Not The Same

Translation / Interpretation / Caption Text

Being Jewish is not the same as being Zionist! Our own history of persecution as Jews helps us to understand and support the struggle of the Palestinians to determine their own destiny.

Teachers: This poster and the following essay are meant to be used in tandem with Young Judaea as part of The New Curriculum which is designed to encourage greater student participation in classroom discussions on political Zionism, Palestinian nationalism and U.S. Middle East policy.

In this poster, published by the Jewish Alliance Against Zionism (JAAZ) we see two women standing face-to-face holding each other's hands. The woman on the left is Palestinian. She is armed with a bandolier of bullets and a military rifle signifying that the Palestinians are still in the revolutionary phase of their national liberation movement. She wears a kaffiyeh (Arabic: cotton headdress) that, prior to the emergence of the armed struggle phase of Palestinian history, was exclusively a man's garment. The adoption of the kaffiyeh by Palestinian women is an indication of the prominent, and evolving, role they play in the liberation movement.

The woman on the right is Jewish-American. She is unarmed. She does not wear any politically-charged clothing item nor does she have on any Zionist insignia. She is not wearing anything blue or white, the ideological colors of Zionism and Israel. Rather, she wears distinctly civilian attire, unadorned and utterly non-descript. She is distinctly secular. The choice of understated dress and demeanor are meant to reinforce the powerful, indeed, within political Zionist circles heretical, challenge to Zionist ideology found in the first sentence: "Being Jewish is not the same as being Zionist!"

The two women are exactly the same height, they look each other squarely in the eye, and they hold each other's hands firmly, even affectionately. This poster is a call to Jewish-Americans to engage in a person-to-person dialog with Palestinians, one that is outside of, and therefore dissenting from, the claims and rhetoric of organized political Zionism.

The remaining text marshals the full weight of Jewish history to the side of the artist and the Jewish-Americans who published this poster. JAAZ appropriates for its own purposes—to publicly abjure from organized American Zionism's conflation of Zionism with Judaism—Judaism's long and painful history of persecution. The Jewish-American woman in the poster represents that segment of American Jewry which adamantly refuses to identify with the principles of political Zionism and which wishes instead to establish an independent, mutually respectful discourse with the Palestinians.

The final phrase of the second sentence: "…helps us to understand and support the struggle of the Palestinians to determine their own destiny" is an echo of a very similar claim made by Theodor Herzl in the name of the Jewish people. This is a profoundly subversive poster in the Zionist context for a number of reasons.
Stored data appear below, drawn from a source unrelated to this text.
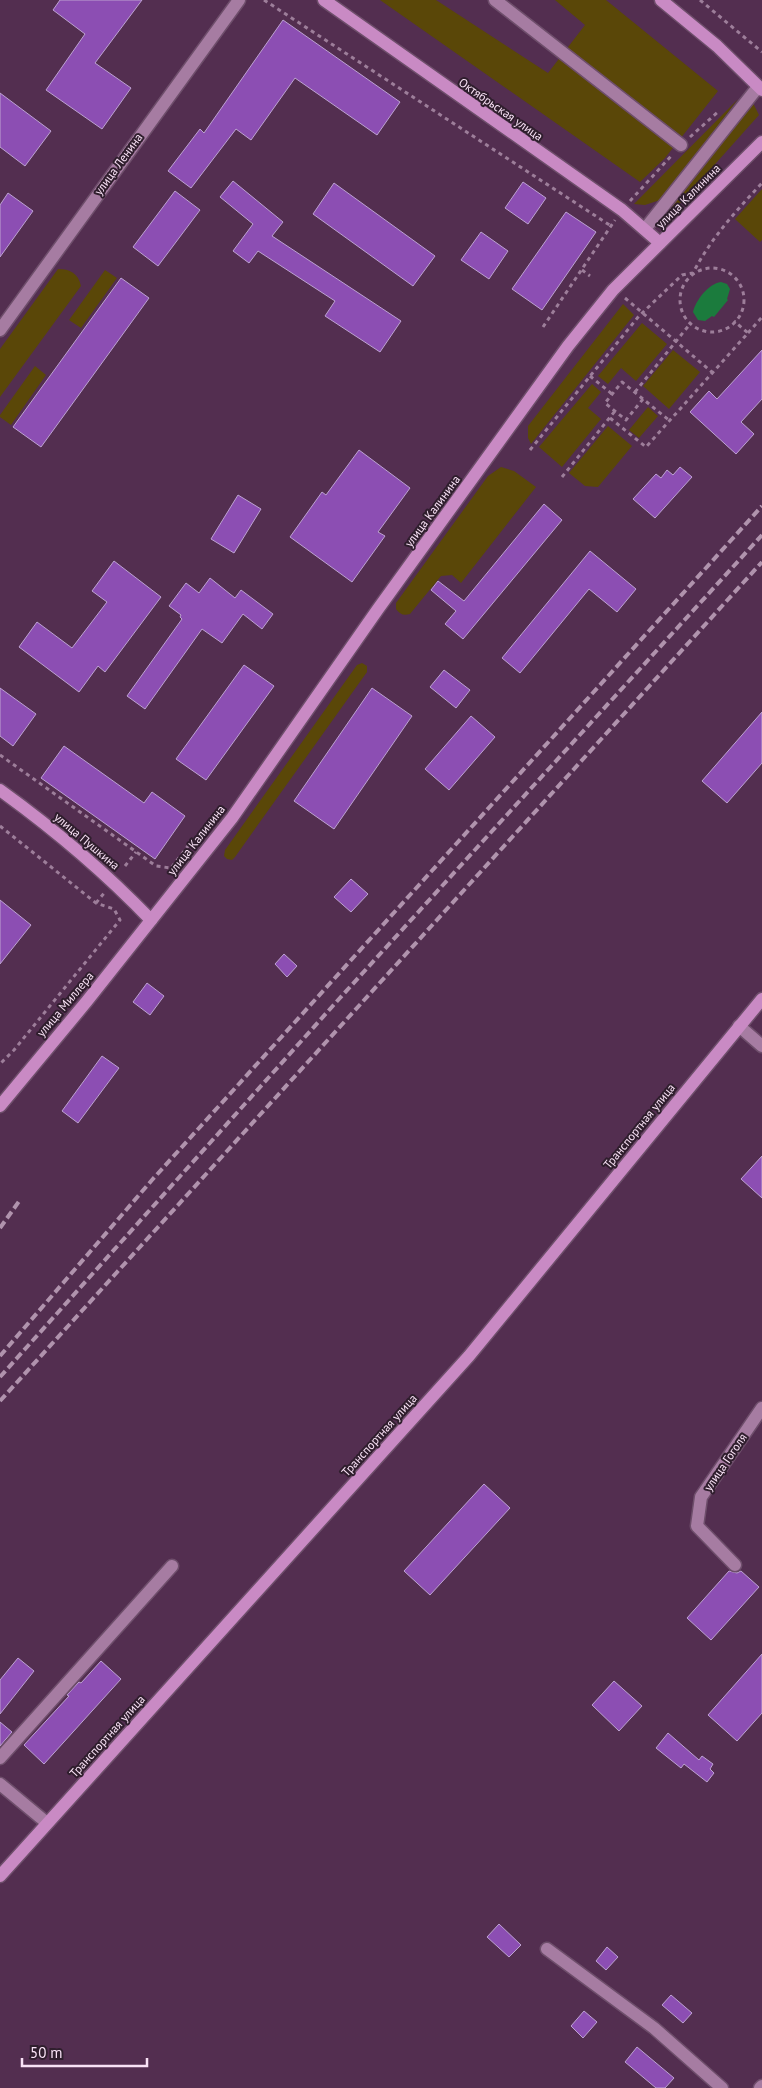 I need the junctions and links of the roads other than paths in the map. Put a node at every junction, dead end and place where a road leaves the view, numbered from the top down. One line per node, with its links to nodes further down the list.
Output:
1 (239, 0): 10 (street, улица Ленина)
2 (324, 0): 8 (main road, Октябрьская улица)
3 (495, 0): 7 (street)
4 (660, 0): 5 (main road)
5 (760, 88): 8 (street)
6 (762, 142): 9 (main road, улица Калинина)
7 (681, 144)
8 (646, 229): 9 (main road, Октябрьская улица)
9 (660, 243): 12 (main road, улица Калинина)
10 (0, 330)
11 (0, 790): 12 (main road, улица Пушкина)
12 (151, 920): 16 (main road, улица Миллера)
13 (762, 999): 14 (main road, Транспортная улица)
14 (739, 1026): 15 (street); 22 (main road, Транспортная улица)
15 (762, 1046)
16 (0, 1106)
17 (762, 1408): 18 (street, улица Гоголя)
18 (735, 1565)
19 (172, 1566): 20 (street)
20 (0, 1758)
21 (0, 1784): 22 (street)
22 (47, 1824): 23 (main road, Транспортная улица)
23 (0, 1876)
24 (547, 1950): 25 (street)
25 (722, 2088)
One is that it publicly challenges several core ideological myths that political Zionism has invested heavily in, such as that Zionism and Judaism are the same thing. Another is that all Jewish individuals and communities are obligated to live in Israel, support Zionism and take a hostile stance against those branded as critics of Zionism or opponents of Israel. Perhaps the most powerful anti-Zionist dissent embodied in this poster is the one that calls into question the legitimacy of Zionism's mythic claims to Jewish sovereignty in historic Palestine which, simultaneously, bestows legitimacy to the aims, and claims, of the indigenous Palestinian national liberation movement.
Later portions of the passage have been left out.